Netflix riaccende il mistero sull’autore di Napalm Baby

Netflix riaccende il mistero sull'autore di Napalm Baby

Netflix riaccende il mistero sull'autore di Napalm Baby

Giada Liguori

Novembre 24, 2025

Miami, 24 novembre 2025 – Il mistero sull’archivio fotografico di Al Rockoff, il reporter che ha raccontato gli orrori dei Khmer Rossi in Cambogia e che John Malkovich ha interpretato nel film “The Killing Fields”, si infittisce. Da più di un anno, le scatole con negativi e stampe storiche sono sparite dal magazzino-casa del fotografo in Florida. Chi gli è vicino assicura che Rockoff, oggi 77enne e afflitto da stress post-traumatico e problemi di memoria, non ha dato il suo consenso.

Archivio sparito, versioni che non tornano

Le immagini di Al Rockoff, scattate tra Vietnam e Cambogia negli anni Settanta, sono una testimonianza diretta della guerra. Ma oggi, quel prezioso archivio è scomparso nel nulla.

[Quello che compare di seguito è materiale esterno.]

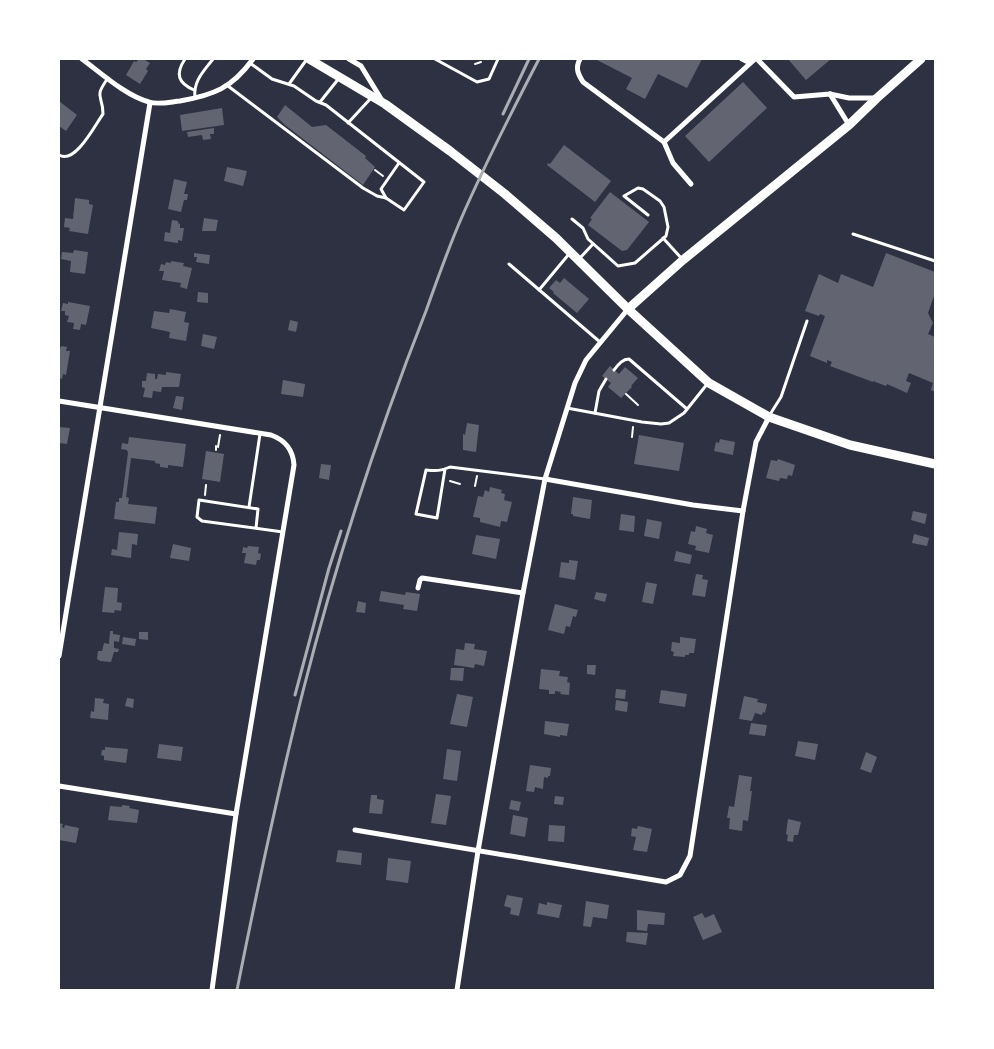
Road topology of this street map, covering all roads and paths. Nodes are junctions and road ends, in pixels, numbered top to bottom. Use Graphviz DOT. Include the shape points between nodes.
graph roads {
  1 [pos="82,59"];
  2 [pos="184,59"];
  3 [pos="213,59"];
  4 [pos="308,59"];
  5 [pos="349,59"];
  6 [pos="435,59"];
  7 [pos="498,59"];
  8 [pos="580,59"];
  9 [pos="742,59"];
  10 [pos="756,59"];
  11 [pos="921,59"];
  12 [pos="251,61"];
  13 [pos="481,62"];
  14 [pos="750,63"];
  15 [pos="475,64"];
  16 [pos="340,77"];
  17 [pos="108,78"];
  18 [pos="289,84"];
  19 [pos="228,86"];
  20 [pos="194,90"];
  21 [pos="830,94"];
  22 [pos="372,97"];
  23 [pos="195,98"];
  24 [pos="876,98"];
  25 [pos="320,102"];
  26 [pos="150,103"];
  27 [pos="385,104"];
  28 [pos="348,123"];
  29 [pos="849,125"];
  30 [pos="664,142"];
  31 [pos="59,155"];
  32 [pos="399,163"];
  33 [pos="375,170"];
  34 [pos="388,179"];
  35 [pos="691,184"];
  36 [pos="386,198"];
  37 [pos="648,215"];
  38 [pos="572,219"];
  39 [pos="853,234"];
  40 [pos="662,238"];
  41 [pos="593,244"];
  42 [pos="570,252"];
  43 [pos="578,260"];
  44 [pos="683,260"];
  45 [pos="935,261"];
  46 [pos="509,264"];
  47 [pos="539,290"];
  48 [pos="628,309"];
  49 [pos="807,321"];
  50 [pos="600,342"];
  51 [pos="614,370"];
  52 [pos="606,379"];
  53 [pos="709,383"];
  54 [pos="626,394"];
  55 [pos="59,401"];
  56 [pos="638,405"];
  57 [pos="100,408"];
  58 [pos="568,408"];
  59 [pos="687,409"];
  60 [pos="595,413"];
  61 [pos="769,417"];
  62 [pos="635,420"];
  63 [pos="221,427"];
  64 [pos="260,433"];
  65 [pos="632,438"];
  66 [pos="216,450"];
  67 [pos="935,464"];
  68 [pos="445,469"];
  69 [pos="478,471"];
  70 [pos="545,479"];
  71 [pos="444,480"];
  72 [pos="460,484"];
  73 [pos="206,485"];
  74 [pos="475,486"];
  75 [pos="204,501"];
  76 [pos="249,507"];
  77 [pos="743,511"];
  78 [pos="256,528"];
  79 [pos="283,532"];
  80 [pos="418,588"];
  81 [pos="523,593"];
  82 [pos="59,656"];
  83 [pos="59,786"];
  84 [pos="236,814"];
  85 [pos="355,830"];
  86 [pos="478,851"];
  87 [pos="212,990"];
  88 [pos="457,990"];
  1 -- 17 [label="street"];
  2 -- 20 [label="lane" via="180,81"];
  3 -- 20 [label="lane" via="197,80"];
  4 -- 16 [label="main road"];
  4 -- 18 [label="lane"];
  5 -- 27 [label="street" via="361,66"];
  6 -- 7 [label="lane" via="477,82 489,78"];
  8 -- 30 [label="street" via="578,74 583,82"];
  9 -- 14 [label="street"];
  10 -- 14 [label="street"];
  10 -- 21 [label="street" via="794,97"];
  11 -- 24 [label="main road"];
  12 -- 18 [label="lane" via="272,79"];
  12 -- 19 [label="street"];
  13 -- 15 [label="path"];
  14 -- 30 [label="street"];
  16 -- 22 [label="main road"];
  16 -- 25 [label="lane"];
  17 -- 26 [label="street"];
  17 -- 31 [label="lane" via="99,95 103,114 75,153 63,158"];
  18 -- 25 [label="lane"];
  19 -- 23 [label="street"];
  19 -- 36 [label="lane" via="363,188"];
  20 -- 23 [label="lane"];
  21 -- 24 [label="street"];
  21 -- 29 [label="street"];
  22 -- 27 [label="main road"];
  22 -- 28 [label="lane"];
  23 -- 26 [label="street"];
  24 -- 29 [label="main road"];
  25 -- 28 [label="lane"];
  26 -- 57 [label="street"];
  27 -- 42 [label="main road" via="505,194"];
  28 -- 32 [label="lane"];
  29 -- 44 [label="main road"];
  30 -- 35 [label="street" via="673,163"];
  32 -- 34 [label="lane"];
  32 -- 36 [label="lane" via="424,182 404,210"];
  33 -- 34 [label="path"];
  34 -- 36 [label="lane" via="381,189"];
  37 -- 40 [label="lane" via="624,196 638,188 660,201 667,221 666,236"];
  38 -- 41 [label="lane" via="583,228"];
  39 -- 45 [label="lane"];
  40 -- 41 [label="lane" via="635,263 618,266"];
  40 -- 44 [label="lane"];
  41 -- 43 [label="lane"];
  42 -- 43 [label="main road"];
  42 -- 47 [label="lane"];
  43 -- 48 [label="main road"];
  44 -- 48 [label="main road"];
  46 -- 47 [label="lane"];
  47 -- 50 [label="lane"];
  48 -- 50 [label="street"];
  48 -- 53 [label="main road"];
  49 -- 61 [label="lane" via="781,397"];
  50 -- 58 [label="street" via="586,360"];
  51 -- 59 [label="lane" via="620,362 629,359"];
  52 -- 60 [label="lane" via="599,391"];
  53 -- 59 [label="lane"];
  53 -- 61 [label="main road"];
  54 -- 56 [label="path"];
  55 -- 57 [label="street"];
  57 -- 63 [label="street"];
  57 -- 82 [label="street"];
  58 -- 60 [label="lane"];
  58 -- 70 [label="street"];
  59 -- 62 [label="lane" via="677,419 661,424"];
  60 -- 62 [label="lane"];
  61 -- 67 [label="main road" via="850,446"];
  61 -- 77 [label="street" via="756,442"];
  62 -- 65 [label="path"];
  63 -- 64 [label="street"];
  63 -- 66 [label="path"];
  64 -- 76 [label="lane"];
  64 -- 79 [label="street" via="275,436 286,444 294,458"];
  68 -- 69 [label="lane"];
  68 -- 71 [label="lane"];
  68 -- 71 [label="lane" via="439,472 426,470 416,514 437,518"];
  69 -- 70 [label="lane"];
  69 -- 74 [label="path"];
  70 -- 77 [label="street"];
  70 -- 81 [label="street"];
  71 -- 72 [label="path"];
  73 -- 75 [label="path"];
  75 -- 76 [label="lane"];
  75 -- 78 [label="lane" via="199,500 197,512 202,521"];
  76 -- 78 [label="lane" via="258,509"];
  77 -- 86 [label="street" via="690,856 680,874 666,882"];
  78 -- 79 [label="lane"];
  79 -- 84 [label="street"];
  80 -- 81 [label="street" via="422,578"];
  81 -- 86 [label="street"];
  83 -- 84 [label="street"];
  84 -- 87 [label="street"];
  85 -- 86 [label="street"];
  86 -- 88 [label="street"];
}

Victoria Bornas, ex moglie di Rockoff e sua principale interlocutrice, racconta che un collezionista di cimeli del Vietnam, Brad Bledsoe, avrebbe preso la collezione tramite un amico comune. “Al stava male, fisicamente ed economicamente”, ha detto Bornas, lasciando capire che la cessione non è stata del tutto consapevole.

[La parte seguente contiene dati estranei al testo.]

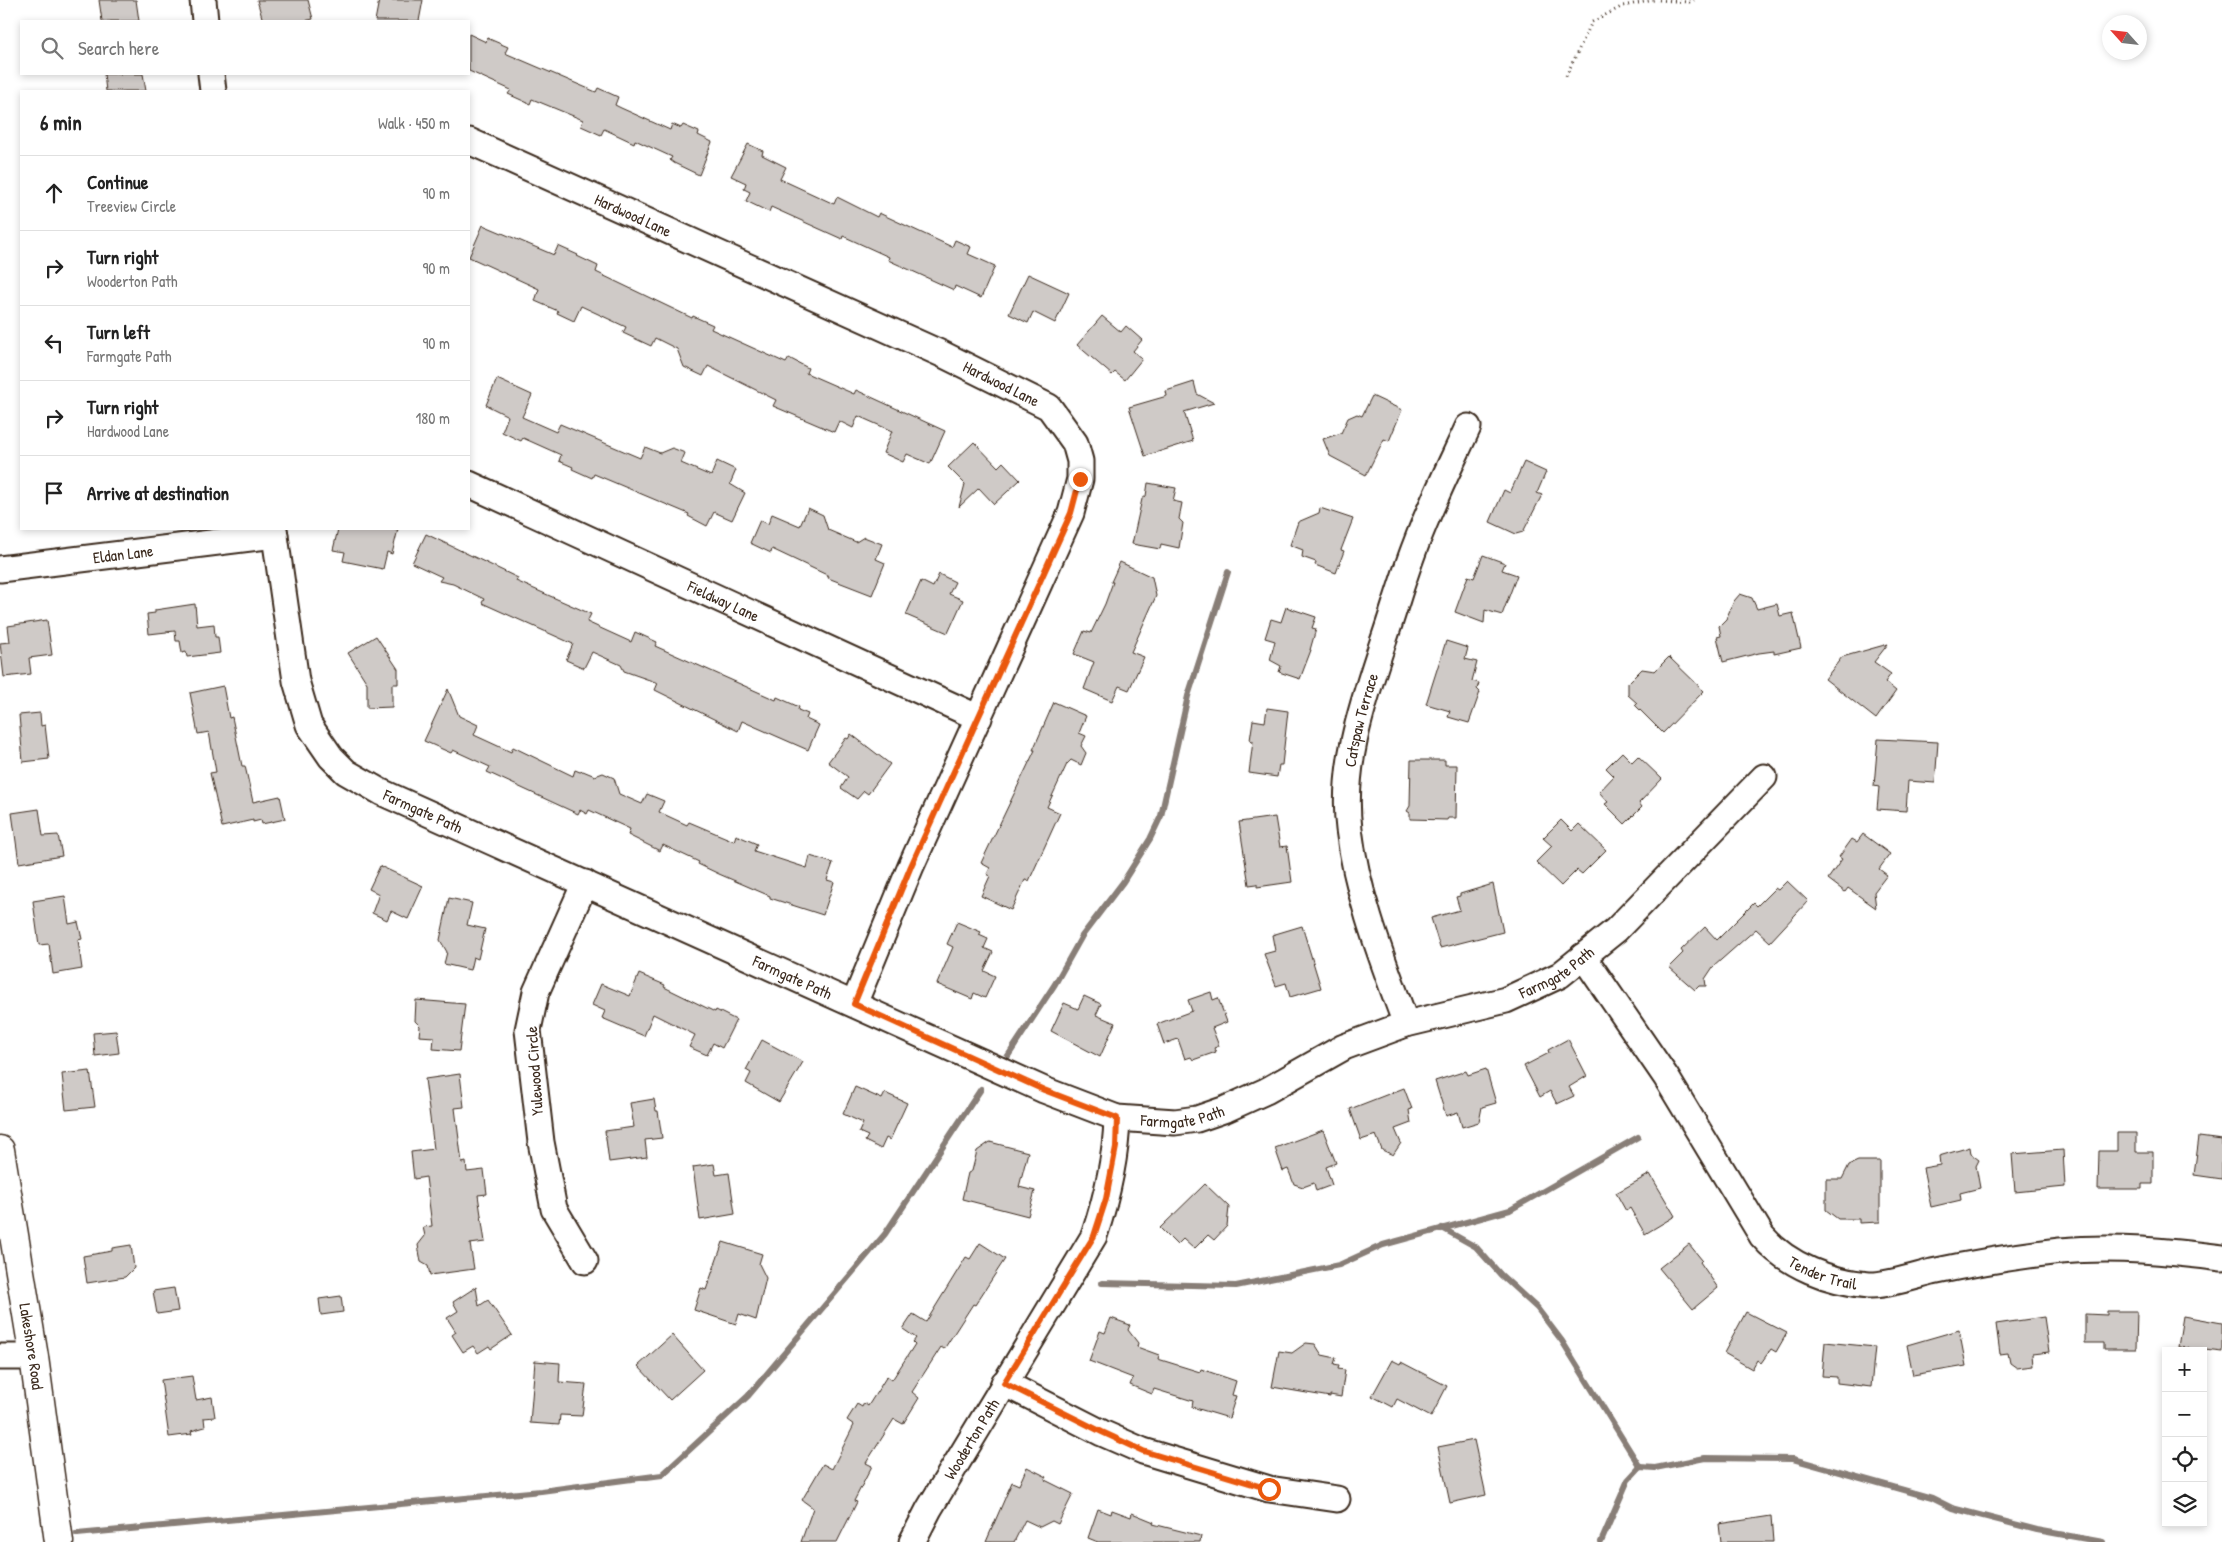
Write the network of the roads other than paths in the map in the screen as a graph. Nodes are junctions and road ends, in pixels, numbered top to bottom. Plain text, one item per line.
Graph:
1 (203, 0) edge
2 (205, 20) edge
3 (211, 75) edge
4 (213, 90) edge
5 (470, 141) edge
6 (1468, 427) dead end
7 (470, 484) edge
8 (274, 532) edge
9 (0, 569) edge
10 (979, 718) junction
11 (1764, 777) dead end
12 (585, 883) junction
13 (1583, 956) junction
14 (854, 1004) junction
15 (1406, 1024) junction
16 (1117, 1118) junction
17 (0, 1150) edge
18 (2222, 1258) edge
19 (585, 1261) dead end
20 (0, 1357) edge
21 (34, 1357) junction
22 (1004, 1383) junction
23 (1337, 1499) dead end
24 (59, 1542) edge
25 (912, 1542) edge

1 - 2 street
3 - 4 street
5 - 10 street, Hardwood Lane
6 - 15 street, Catspaw Terrace
7 - 10 street, Fieldway Lane
8 - 9 street, Eldan Lane
8 - 12 street, Farmgate Path
10 - 14 street, Hardwood Lane
11 - 13 street, Farmgate Path
12 - 14 street, Farmgate Path
12 - 19 street, Yulewood Circle
13 - 15 street, Farmgate Path
13 - 18 street, Tender Trail
14 - 16 street, Farmgate Path
15 - 16 street, Farmgate Path
16 - 22 street, Wooderton Path
17 - 21 street, Lakeshore Road
20 - 21 street
21 - 24 street, Lakeshore Road
22 - 23 street
22 - 25 street, Wooderton Path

Bledsoe, sentito dal New York Times, ha offerto un’altra versione: “È stato Al a chiedermi di salvare le sue foto prima che andassero perse o distrutte. Mi ha chiesto di custodire il suo lavoro”. Così il mistero resta fitto, tra ricordi confusi e anni che pesano sulla memoria.

Netflix riaccende il caso della foto “Napalm Baby”

Intanto, un altro enigma scuote il mondo del fotogiornalismo. Netflix sta per rilanciare i dubbi sull’autore della celebre foto “Napalm Baby”, lo scatto del 1972 che mostra una bambina nuda in fuga dall’incendio di Trang Bang, simbolo della crudeltà della guerra in Vietnam. Il fotografo dell’Associated Press, Nick Ut, vinse il Pulitzer per quell’immagine. Ma il documentario “The Stringer” del regista vietnamita-americano Bao Nguyen, appena acquistato da Netflix, mette tutto in discussione.

Secondo il film, presentato al Sundance Film Festival a gennaio, la foto sarebbe stata scattata invece da Nguyen Thanh Nghe, un freelance poco noto che quel giorno era lì come autista di una troupe NBC. La tesi si basa su testimonianze raccolte dal giornalista Gary Knight e su una dichiarazione di Carl Robinson, ex photo editor della AP a Saigon: “Ut non ha scattato quella foto”, avrebbe detto.

Una verità che sfugge tra accuse e contenziosi

Nick Ut e l’Associated Press hanno negato con decisione ogni accusa, confermando la paternità dello scatto e annunciando azioni legali contro i produttori del documentario. “So perfettamente cosa ho fatto quel giorno”, ha detto Ut in una nota dopo l’uscita del film. Ma le testimonianze raccolte da Knight, racconti rimasti a lungo nel silenzio, vanno in un’altra direzione.

Bao Nguyen, in un’intervista a Axios, ha ammesso le sue perplessità iniziali: “Nick Ut è un eroe nella nostra comunità”, ha detto il regista. “Ma sentivo il dovere di scavare più a fondo e capire cosa fosse veramente successo”. Solo così ha deciso di portare avanti il progetto, consapevole delle polemiche che avrebbe scatenato.

Memoria fragile, tra ricordi sbiaditi e verità complicate

Le storie dell’archivio di Rockoff e della foto di Trang Bang raccontano quanto sia fragile la memoria storica, soprattutto quando si intreccia con vite segnate dalla guerra. In Florida, l’ex moglie di Rockoff continua a cercare risposte sulla sorte di quelle immagini che hanno segnato un’epoca. Nel frattempo, grazie a Netflix, il dibattito sull’identità dell’autore di “Napalm Baby” sta per arrivare a milioni di spettatori in tutto il mondo.

Tra ricordi confusi e versioni contrastanti, resta un fatto: quelle fotografie – che siano di Rockoff, Ut o Nghe – continuano a farci riflettere. E a ricordarci che la verità, spesso, è più complessa di un singolo scatto.